Data entries
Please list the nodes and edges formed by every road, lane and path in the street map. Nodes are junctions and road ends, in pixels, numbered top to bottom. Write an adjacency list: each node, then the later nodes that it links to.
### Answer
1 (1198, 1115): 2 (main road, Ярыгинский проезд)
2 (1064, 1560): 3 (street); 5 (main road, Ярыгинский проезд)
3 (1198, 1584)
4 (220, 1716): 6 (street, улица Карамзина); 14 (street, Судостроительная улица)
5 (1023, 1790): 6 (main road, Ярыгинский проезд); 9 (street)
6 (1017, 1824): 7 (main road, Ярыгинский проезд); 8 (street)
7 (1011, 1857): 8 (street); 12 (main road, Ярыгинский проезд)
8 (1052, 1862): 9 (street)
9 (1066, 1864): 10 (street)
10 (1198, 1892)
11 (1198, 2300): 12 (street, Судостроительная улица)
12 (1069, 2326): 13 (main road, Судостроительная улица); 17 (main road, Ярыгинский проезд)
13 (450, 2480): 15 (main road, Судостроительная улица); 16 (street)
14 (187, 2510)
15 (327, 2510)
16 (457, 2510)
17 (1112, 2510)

Directions for this task:
All entries must come back exactly as they were written.

Result for this exercise:
Please list the nodes and edges formed by every road, lane and path in the street map. Nodes are junctions and road ends, in pixels, numbered top to bottom. Write an adjacency list: each node, then the later nodes that it links to.
### Answer
1 (1198, 1115): 2 (main road, Ярыгинский проезд)
2 (1064, 1560): 3 (street); 5 (main road, Ярыгинский проезд)
3 (1198, 1584)
4 (220, 1716): 6 (street, улица Карамзина); 14 (street, Судостроительная улица)
5 (1023, 1790): 6 (main road, Ярыгинский проезд); 9 (street)
6 (1017, 1824): 7 (main road, Ярыгинский проезд); 8 (street)
7 (1011, 1857): 8 (street); 12 (main road, Ярыгинский проезд)
8 (1052, 1862): 9 (street)
9 (1066, 1864): 10 (street)
10 (1198, 1892)
11 (1198, 2300): 12 (street, Судостроительная улица)
12 (1069, 2326): 13 (main road, Судостроительная улица); 17 (main road, Ярыгинский проезд)
13 (450, 2480): 15 (main road, Судостроительная улица); 16 (street)
14 (187, 2510)
15 (327, 2510)
16 (457, 2510)
17 (1112, 2510)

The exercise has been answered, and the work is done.